We could initially just visualize the null distribution.
null_dist %>%
visualize()
Where does our sample’s observed statistic lie on this distribution? We can use the obs_stat
argument to specify this.
null_dist %>%
visualize() +
shade_p_value(obs_stat = point_estimate, direction = "two-sided")
Notice that infer
has also shaded the regions of the null distribution that are as (or more) extreme than our observed statistic. (Also, note that we now use the +
operator to apply the shade_p_value
function. This is because visualize
outputs a plot object from ggplot2
instead of a data frame, and the +
operator is needed to add the p-value layer to the plot object.) The red bar looks like it’s slightly far out on the right tail of the null distribution, so observing a sample mean of 41.382 hours would be somewhat unlikely if the mean was actually 40 hours. How unlikely, though?
# get a two-tailed p-value
p_value <- null_dist %>%
get_p_value(obs_stat = point_estimate, direction = "two-sided")
p_value
## # A tibble: 1 x 1
## p_value
## <dbl>
## 1 0.03
It looks like the p-value is 0.03, which is pretty small—if the true mean number of hours worked per week was actually 40, the probability of our sample mean being this far (1.382 hours) from 40 would be 0.03. This may or may not be statistically significantly different, depending on the significance level \(\alpha\) you decided on before you ran this analysis. If you had set \(\alpha = .05\), then this difference would be statistically significant, but if you had set \(\alpha = .01\), then it would not be.

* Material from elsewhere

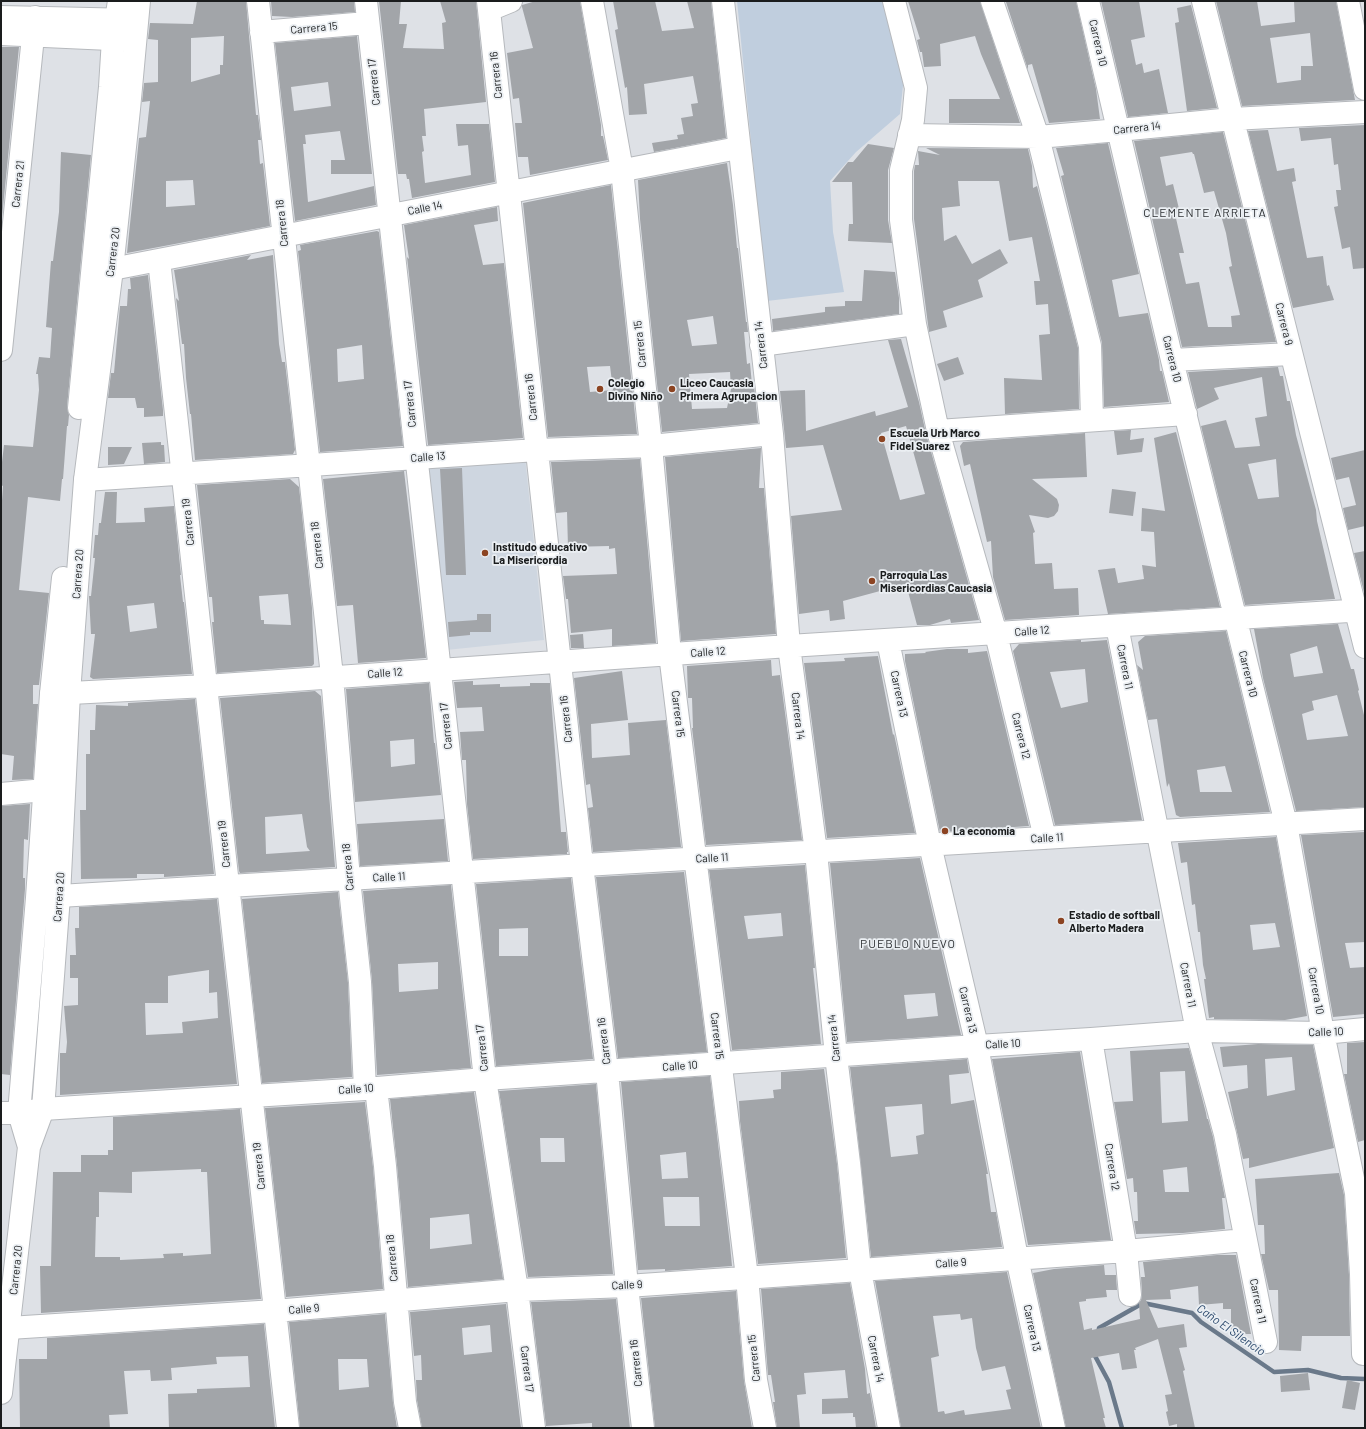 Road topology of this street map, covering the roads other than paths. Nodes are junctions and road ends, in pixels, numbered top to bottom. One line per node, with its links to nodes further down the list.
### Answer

To get a confidence interval around our estimate, we can write:
# start with the null distribution
null_dist %>%
# calculate the confidence interval around the point estimate
get_confidence_interval(point_estimate = point_estimate,
# at the 95% confidence level
level = .95,
# using the standard error
type = "se")
## # A tibble: 1 x 2
## lower_ci upper_ci
## <dbl> <dbl>
## 1 40.1 42.7
As you can see, 40 hours per week is not contained in this interval, which aligns with our previous conclusion that this finding is significant at the confidence level \(\alpha = .05\).
{infer} also provides functionality to use theoretical methods for "Chisq"
, "F"
and "t"
test statistics.
Generally, to find a null distribution using theory-based methods, use the same code that you would use to find the null distribution using randomization-based methods, but skip the generate()

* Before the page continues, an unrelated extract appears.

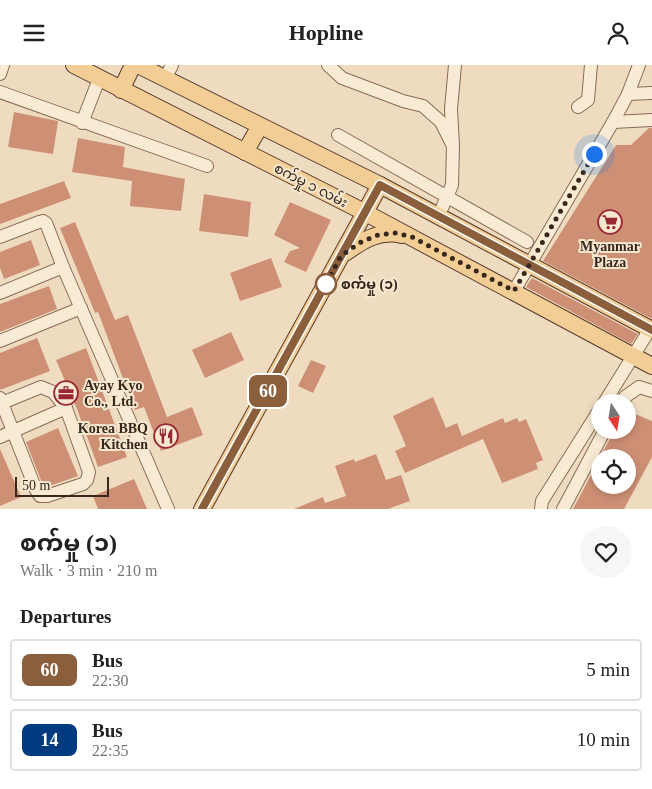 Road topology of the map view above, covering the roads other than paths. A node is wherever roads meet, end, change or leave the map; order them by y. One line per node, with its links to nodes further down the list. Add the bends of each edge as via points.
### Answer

step. For example, if we wanted to find a null distribution for the relationship between age (age
) and party identification (partyid
) using randomization, we could write:
null_f_distn <- gss %>%
specify(age ~ partyid) %>%
hypothesize(null = "independence") %>%
generate(reps = 1000, type = "permute") %>%
calculate(stat = "F")
To find the null distribution using theory-based methods, instead, skip the generate()
step entirely:
null_f_distn_theoretical <- gss %>%
specify(age ~ partyid) %>%
hypothesize(null = "independence") %>%
calculate(stat = "F")
We’ll calculate the observed statistic to make use of in the following visualizations—this procedure is the same, regardless of the methods used to find the null distribution.

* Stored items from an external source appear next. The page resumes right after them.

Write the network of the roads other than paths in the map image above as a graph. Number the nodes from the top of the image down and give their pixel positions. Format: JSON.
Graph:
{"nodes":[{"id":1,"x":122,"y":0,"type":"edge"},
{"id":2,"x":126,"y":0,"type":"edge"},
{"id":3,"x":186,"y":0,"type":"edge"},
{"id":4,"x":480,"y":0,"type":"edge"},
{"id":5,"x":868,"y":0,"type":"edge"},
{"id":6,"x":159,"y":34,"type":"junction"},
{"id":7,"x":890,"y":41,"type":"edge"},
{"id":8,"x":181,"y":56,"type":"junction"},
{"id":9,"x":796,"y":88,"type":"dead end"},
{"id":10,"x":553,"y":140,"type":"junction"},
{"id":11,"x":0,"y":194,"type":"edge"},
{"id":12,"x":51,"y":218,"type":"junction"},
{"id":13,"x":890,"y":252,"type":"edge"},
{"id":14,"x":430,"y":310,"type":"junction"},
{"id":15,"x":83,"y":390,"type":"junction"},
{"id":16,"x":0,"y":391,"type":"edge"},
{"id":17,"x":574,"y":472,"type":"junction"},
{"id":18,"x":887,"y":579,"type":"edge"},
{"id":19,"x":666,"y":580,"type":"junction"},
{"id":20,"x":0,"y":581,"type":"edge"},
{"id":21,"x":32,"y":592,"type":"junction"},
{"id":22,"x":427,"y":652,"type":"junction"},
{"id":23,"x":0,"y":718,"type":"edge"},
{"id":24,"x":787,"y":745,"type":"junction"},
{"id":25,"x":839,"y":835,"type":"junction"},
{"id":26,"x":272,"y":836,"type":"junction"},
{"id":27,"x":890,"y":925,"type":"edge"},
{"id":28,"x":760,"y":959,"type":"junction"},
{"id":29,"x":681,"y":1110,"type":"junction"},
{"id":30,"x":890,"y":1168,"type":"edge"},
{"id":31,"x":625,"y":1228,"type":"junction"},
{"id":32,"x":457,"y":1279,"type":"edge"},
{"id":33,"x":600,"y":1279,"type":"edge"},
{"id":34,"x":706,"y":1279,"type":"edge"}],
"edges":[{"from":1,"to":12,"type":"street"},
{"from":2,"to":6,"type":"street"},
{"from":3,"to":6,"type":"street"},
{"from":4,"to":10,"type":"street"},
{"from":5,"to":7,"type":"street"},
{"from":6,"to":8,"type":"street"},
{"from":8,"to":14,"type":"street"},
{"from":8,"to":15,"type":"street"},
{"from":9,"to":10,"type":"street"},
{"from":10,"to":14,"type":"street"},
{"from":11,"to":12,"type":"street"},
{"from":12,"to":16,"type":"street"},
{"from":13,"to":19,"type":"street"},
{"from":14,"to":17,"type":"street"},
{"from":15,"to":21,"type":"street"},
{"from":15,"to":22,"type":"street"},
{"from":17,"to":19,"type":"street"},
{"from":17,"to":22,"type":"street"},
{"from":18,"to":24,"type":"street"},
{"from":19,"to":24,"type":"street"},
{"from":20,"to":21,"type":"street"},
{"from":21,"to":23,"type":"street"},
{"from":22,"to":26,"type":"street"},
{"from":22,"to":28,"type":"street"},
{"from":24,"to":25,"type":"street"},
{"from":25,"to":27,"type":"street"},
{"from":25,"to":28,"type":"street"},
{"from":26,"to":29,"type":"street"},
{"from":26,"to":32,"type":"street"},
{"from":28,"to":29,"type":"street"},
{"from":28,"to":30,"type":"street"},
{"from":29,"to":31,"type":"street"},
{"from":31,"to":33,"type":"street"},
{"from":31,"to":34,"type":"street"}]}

Now, instead of just piping the null distribution into visualize()
, as we would do if we wanted to visualize the randomization-based null distribution, we also need to provide method = "theoretical"
to visualize()
.
visualize(null_f_distn_theoretical, method = "theoretical") +
shade_p_value(obs_stat = F_hat, direction = "greater")
To get a sense of how the theory-based and randomization-based null distributions relate, as well, we can pipe the randomization-based null distribution into visualize()
and also specify method = "both"
visualize(null_f_distn, method = "both") +
shade_p_value(obs_stat = F_hat, direction = "greater")
That’s it! This vignette covers most all of the key functionality of infer. See help(package = "infer")
for a full list of functions and vignettes.